**EXERCISE**
Start with the first line of the data and end with the line that holds "context.fontKerning = 'normal';"; write out each one exactly.

**PROVIDED DATA**

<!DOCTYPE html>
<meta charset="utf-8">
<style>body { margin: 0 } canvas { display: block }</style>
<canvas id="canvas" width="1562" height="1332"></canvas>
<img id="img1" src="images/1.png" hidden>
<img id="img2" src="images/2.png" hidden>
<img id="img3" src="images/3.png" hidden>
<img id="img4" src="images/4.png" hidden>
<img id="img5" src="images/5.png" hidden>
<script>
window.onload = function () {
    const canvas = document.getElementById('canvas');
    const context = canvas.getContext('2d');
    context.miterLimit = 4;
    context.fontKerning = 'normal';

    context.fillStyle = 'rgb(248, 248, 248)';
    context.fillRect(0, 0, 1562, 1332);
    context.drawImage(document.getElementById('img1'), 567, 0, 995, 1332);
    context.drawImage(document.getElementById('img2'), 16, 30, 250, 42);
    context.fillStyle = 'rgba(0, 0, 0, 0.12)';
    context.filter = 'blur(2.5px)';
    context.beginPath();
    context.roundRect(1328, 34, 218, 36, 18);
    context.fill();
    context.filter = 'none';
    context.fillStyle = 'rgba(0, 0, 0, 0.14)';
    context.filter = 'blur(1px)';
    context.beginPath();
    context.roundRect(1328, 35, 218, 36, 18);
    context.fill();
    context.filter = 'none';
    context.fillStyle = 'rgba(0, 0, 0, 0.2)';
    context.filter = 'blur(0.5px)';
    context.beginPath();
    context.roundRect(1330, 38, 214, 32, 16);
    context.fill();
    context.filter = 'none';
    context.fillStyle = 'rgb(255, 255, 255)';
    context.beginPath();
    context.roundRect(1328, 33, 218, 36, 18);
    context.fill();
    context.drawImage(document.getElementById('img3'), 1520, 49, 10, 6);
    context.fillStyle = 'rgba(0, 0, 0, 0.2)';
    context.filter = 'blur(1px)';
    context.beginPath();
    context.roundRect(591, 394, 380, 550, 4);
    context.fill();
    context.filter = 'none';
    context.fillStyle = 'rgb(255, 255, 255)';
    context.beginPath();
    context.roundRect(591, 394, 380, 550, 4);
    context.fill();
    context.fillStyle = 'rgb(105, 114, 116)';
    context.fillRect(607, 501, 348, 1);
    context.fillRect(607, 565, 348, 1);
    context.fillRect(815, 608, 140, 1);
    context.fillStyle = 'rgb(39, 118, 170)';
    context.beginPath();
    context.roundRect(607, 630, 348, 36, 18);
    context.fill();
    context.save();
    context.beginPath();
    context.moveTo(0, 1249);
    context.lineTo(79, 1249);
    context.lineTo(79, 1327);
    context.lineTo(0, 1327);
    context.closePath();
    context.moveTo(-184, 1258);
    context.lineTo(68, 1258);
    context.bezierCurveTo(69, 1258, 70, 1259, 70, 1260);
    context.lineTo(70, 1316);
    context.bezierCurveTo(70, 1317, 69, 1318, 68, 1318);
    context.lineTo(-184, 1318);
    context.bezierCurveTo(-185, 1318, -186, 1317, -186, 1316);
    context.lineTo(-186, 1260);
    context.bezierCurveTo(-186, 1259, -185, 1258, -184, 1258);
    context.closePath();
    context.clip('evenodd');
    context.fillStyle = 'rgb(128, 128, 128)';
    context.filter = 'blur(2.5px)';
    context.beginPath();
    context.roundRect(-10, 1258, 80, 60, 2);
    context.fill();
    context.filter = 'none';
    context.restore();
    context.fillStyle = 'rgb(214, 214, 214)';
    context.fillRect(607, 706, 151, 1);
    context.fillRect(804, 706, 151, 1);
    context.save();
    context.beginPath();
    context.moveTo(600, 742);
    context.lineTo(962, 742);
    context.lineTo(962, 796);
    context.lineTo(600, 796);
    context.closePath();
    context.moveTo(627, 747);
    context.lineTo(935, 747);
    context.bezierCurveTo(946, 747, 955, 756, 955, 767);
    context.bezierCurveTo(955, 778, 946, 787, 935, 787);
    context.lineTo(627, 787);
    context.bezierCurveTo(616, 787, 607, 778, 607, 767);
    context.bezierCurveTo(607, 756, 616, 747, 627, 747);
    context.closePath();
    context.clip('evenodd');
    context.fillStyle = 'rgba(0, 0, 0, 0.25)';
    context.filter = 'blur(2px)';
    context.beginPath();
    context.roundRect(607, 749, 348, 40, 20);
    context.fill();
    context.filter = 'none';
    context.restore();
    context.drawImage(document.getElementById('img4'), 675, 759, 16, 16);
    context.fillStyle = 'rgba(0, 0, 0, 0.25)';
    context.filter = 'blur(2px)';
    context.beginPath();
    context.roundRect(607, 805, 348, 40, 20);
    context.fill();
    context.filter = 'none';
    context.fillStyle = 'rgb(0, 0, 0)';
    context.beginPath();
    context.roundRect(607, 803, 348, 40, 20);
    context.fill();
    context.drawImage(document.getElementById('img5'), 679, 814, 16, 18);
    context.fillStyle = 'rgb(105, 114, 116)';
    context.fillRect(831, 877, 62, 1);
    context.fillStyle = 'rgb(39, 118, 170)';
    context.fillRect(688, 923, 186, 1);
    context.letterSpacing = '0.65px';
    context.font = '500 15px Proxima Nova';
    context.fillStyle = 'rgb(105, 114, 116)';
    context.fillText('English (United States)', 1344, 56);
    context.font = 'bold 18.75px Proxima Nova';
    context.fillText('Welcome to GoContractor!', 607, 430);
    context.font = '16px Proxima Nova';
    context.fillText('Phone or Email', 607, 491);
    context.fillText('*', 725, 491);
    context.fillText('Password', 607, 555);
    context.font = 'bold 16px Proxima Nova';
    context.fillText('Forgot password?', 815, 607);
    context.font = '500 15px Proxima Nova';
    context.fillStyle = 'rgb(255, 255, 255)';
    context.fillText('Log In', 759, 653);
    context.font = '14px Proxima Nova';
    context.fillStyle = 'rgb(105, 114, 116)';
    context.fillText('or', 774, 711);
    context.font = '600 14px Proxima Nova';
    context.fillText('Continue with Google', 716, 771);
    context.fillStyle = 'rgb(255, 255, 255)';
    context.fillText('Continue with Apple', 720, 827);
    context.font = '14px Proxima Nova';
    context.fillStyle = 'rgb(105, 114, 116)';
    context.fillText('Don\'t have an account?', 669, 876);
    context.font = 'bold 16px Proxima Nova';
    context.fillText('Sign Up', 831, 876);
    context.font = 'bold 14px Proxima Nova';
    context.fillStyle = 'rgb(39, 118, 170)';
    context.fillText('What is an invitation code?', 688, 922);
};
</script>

**RESPONSE**
<!DOCTYPE html>
<meta charset="utf-8">
<style>body { margin: 0 } canvas { display: block }</style>
<canvas id="canvas" width="1562" height="1332"></canvas>
<img id="img1" src="images/1.png" hidden>
<img id="img2" src="images/2.png" hidden>
<img id="img3" src="images/3.png" hidden>
<img id="img4" src="images/4.png" hidden>
<img id="img5" src="images/5.png" hidden>
<script>
window.onload = function () {
    const canvas = document.getElementById('canvas');
    const context = canvas.getContext('2d');
    context.miterLimit = 4;
    context.fontKerning = 'normal';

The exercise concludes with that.